A group of health organizations has called on the CDC and OSHA to issue additional guidance on risk of COVID-19 infection through aerosol transmission of microdroplets.
A statement from AIHA and eight other health organizations calls for federal agencies to create specific guidelines for workers and communities related to aerosol transmission of the coronavirus.
The recommendations arrive in the wake of “federal agencies’ delay in acknowledging the capability for the SARS-CoV-2 virus to infect people via the inhalation of virus-laden aerosols – that is, small airborne droplets,” according to the statement.
The groups say, despite some acknowledgment from the CDC and the World Health Organization that the virus can be spread via these smaller droplets, guidance has only focused on transmission through larger droplets and contact.
The nine groups call for regulation, research and funding to address airborne transmission, including:
- a temporary emergency standard from OSHA
- continued work by OSHA on a comprehensive infectious disease standard
- research into the roles and designs of dilution and local-exhaust ventilation
- development of simple-to-use, inexpensive ventilation assessment tools, and
- better respiratory protection options for frontline workers, including elastomeric and powered air purifying respirators to free up filtering facepiece respirators for other healthcare personnel.

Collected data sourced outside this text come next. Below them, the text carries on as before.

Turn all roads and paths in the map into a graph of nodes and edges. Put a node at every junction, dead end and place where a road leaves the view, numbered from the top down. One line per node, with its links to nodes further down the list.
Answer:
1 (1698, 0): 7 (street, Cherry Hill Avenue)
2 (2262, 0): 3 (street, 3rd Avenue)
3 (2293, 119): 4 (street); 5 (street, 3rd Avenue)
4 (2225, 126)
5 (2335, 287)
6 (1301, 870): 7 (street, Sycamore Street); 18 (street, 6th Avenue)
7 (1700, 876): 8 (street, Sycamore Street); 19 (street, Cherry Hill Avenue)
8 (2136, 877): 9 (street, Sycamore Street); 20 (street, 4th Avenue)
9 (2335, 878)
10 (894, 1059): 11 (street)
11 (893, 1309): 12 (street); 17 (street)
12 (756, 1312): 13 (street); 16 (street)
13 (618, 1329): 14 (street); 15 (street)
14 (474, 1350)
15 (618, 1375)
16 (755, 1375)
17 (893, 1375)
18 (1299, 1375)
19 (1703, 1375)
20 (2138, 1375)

The potential for aerosol transmission of the coronavirus has received a lot of debate.
A story by FairWarning points toward this being a real hazard.
Examples so far may be anecdotal, but situations have been reported in which virus transmission occurs between rooms and even between apartments that share the same ventilation system.
A case study in a peer-reviewed journal describes an outbreak in a South Korean apartment tower where the virus seems to have spread from floor to floor via a ventilation shaft.
Walls between units that aren’t air-tight may be another source.
FairWarning’s article contains this test for apartment dwellers: If you can smell your neighbor’s food, that’s a sign. If those molecules are coming through, there’s a good chance there’s an air exchange that could transmit the coronavirus.
And if aerosol transmission is possible from one apartment to another, it’s also possible between rooms within the same business.